Hey series: Inclusive sex ed in the country

Living in the country is very different to living in the city.

Living in the country is very different to living in the city. After living in both for a considerable amount of time, I can be the first to attest to these differences. Something that isn’t talked about is the ‘old-fashioned’ behaviours and attitudes that many people living in country towns hold. Of course, this has improved over the years, but all it takes is one look at a community notice board to see how people would still rather not rock the boat.

‘Inclusive Sex Ed’ is something that students have been asking to be taught for a long time. Many schools have implemented stronger programs and supports for both teachers and students to learn about sex in a safe and inclusive way over the past few years, but our country schools seem to have missed the memo. We know that the curriculum includes these lessons, so why aren’t we being taught it?

This year is my final year of school, but I still don’t know much about queer sexual health. All I have is second-hand information from other queer people in my life, which should not be the way I learn the fundamentals of sex and sexuality. I shouldn’t have to ask the people around me what to do or if I need to worry about x, y or z when I’m with my partner. I see posts on social media, especially about queer women and non-binary people having to watch porn to even understand the mechanics of sex. As someone who has had to sit through my teacher speaking in-depth about how a man and women have sex, that’s obviously not good enough.

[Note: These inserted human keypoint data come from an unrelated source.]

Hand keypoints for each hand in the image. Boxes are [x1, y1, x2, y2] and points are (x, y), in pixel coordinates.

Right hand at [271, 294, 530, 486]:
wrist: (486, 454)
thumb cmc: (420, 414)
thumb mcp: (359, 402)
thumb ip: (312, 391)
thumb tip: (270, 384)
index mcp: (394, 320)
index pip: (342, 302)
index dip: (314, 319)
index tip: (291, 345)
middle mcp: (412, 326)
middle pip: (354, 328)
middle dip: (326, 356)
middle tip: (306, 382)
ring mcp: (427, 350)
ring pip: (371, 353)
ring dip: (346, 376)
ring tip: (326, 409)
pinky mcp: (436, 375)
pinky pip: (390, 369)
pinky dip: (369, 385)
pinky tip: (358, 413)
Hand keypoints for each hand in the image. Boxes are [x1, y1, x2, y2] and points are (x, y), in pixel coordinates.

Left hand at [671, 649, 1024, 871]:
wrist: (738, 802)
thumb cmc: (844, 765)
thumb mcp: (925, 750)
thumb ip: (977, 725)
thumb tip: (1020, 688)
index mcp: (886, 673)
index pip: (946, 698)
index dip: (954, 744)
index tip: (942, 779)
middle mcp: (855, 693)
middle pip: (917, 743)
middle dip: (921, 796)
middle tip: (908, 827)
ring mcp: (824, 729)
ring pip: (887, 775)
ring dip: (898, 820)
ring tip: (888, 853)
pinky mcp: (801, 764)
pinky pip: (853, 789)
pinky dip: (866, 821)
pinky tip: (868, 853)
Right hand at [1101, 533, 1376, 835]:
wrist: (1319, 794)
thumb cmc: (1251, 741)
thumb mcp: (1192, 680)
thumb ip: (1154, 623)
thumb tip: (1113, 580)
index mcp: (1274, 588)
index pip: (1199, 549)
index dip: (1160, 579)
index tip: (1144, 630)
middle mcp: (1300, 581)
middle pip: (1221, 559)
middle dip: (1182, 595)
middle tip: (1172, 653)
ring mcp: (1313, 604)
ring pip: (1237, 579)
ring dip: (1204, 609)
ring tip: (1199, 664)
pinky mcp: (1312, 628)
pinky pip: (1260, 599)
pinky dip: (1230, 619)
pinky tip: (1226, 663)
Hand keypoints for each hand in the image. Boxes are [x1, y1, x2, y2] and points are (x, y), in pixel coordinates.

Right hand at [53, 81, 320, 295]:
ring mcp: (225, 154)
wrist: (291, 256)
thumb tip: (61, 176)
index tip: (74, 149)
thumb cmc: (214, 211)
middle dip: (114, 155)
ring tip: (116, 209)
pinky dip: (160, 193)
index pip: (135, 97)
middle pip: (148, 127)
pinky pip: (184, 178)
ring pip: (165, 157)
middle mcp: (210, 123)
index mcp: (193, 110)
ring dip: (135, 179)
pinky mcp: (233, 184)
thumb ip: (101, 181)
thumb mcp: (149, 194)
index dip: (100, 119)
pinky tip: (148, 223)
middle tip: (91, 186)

The double standards of sex education are astounding. We are taught about male pleasure, but not female pleasure. We get taught how to put a condom on a penis, but most of the people I talk to don’t know that there are internal condoms for people with vaginas too! We are taught about heterosexual sex and how babies are made, but no comment on queer sex. The only piece of information that I was taught during sex ed that was LGBTIQ+-specific was that gay men need to wear condoms. That was it.

This isn’t an isolated incident. I know other students are frustrated with the lack of information. Having only one student in a class who identifies as queer is not a reason for teachers to not teach inclusive sex ed, purely because there’s always the possibility that that one student isn’t the only person who will benefit from learning this information. And it’s not just queer students who miss out when the curriculum doesn’t include LGBTQ+-specific content – everyone benefits from learning about it.

This hush-hush nature of sex ed is reinforcing the “don’t ask, don’t tell” nature of being queer in the country. As a queer woman, being in those sex ed classes brought a sense of confusion and shame. I came out of them with gaps in my knowledge and an assumption that I would either not have to do anything around sex and safety, or that it was something unknown to anyone who wasn’t doing it, like a secret handshake.

A couple of years later and a lot more informed, I’m calling for a sex ed revolution. It’s not good enough that young people who identify as LGBTIQ+ have to seek out information around queer sexual health and safety on their own when their peers are being taught at school.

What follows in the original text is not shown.